**Work request**
For the listing below, report all lines that hold the word "main".

[[ Exercise data, beginning ]]

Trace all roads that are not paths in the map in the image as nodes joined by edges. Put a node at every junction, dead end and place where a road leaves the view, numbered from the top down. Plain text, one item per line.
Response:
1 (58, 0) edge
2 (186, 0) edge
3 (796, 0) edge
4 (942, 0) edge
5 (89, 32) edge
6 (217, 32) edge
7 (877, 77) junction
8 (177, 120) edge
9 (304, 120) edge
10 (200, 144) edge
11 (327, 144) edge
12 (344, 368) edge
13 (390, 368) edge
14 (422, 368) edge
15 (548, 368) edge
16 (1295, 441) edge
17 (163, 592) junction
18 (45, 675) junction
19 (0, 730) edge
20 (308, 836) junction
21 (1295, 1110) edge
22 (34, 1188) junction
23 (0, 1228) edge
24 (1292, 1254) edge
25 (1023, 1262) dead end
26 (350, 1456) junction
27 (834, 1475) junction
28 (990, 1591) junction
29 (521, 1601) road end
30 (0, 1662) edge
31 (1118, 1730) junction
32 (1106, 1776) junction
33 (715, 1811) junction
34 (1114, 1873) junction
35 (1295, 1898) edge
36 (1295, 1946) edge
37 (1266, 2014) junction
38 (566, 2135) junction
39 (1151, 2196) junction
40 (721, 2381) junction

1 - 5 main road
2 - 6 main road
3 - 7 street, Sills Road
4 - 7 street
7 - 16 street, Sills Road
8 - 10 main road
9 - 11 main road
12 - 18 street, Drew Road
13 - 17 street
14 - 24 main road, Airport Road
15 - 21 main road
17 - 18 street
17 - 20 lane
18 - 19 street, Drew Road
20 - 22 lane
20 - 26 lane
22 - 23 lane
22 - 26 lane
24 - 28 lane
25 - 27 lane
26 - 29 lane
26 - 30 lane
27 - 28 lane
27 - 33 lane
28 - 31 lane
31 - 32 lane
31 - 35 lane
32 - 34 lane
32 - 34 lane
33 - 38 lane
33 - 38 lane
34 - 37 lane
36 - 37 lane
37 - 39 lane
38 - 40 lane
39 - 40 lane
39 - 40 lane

[[ Exercise data, end ]]

**Response below**
1 - 5 main road
2 - 6 main road
8 - 10 main road
9 - 11 main road
14 - 24 main road, Airport Road
15 - 21 main road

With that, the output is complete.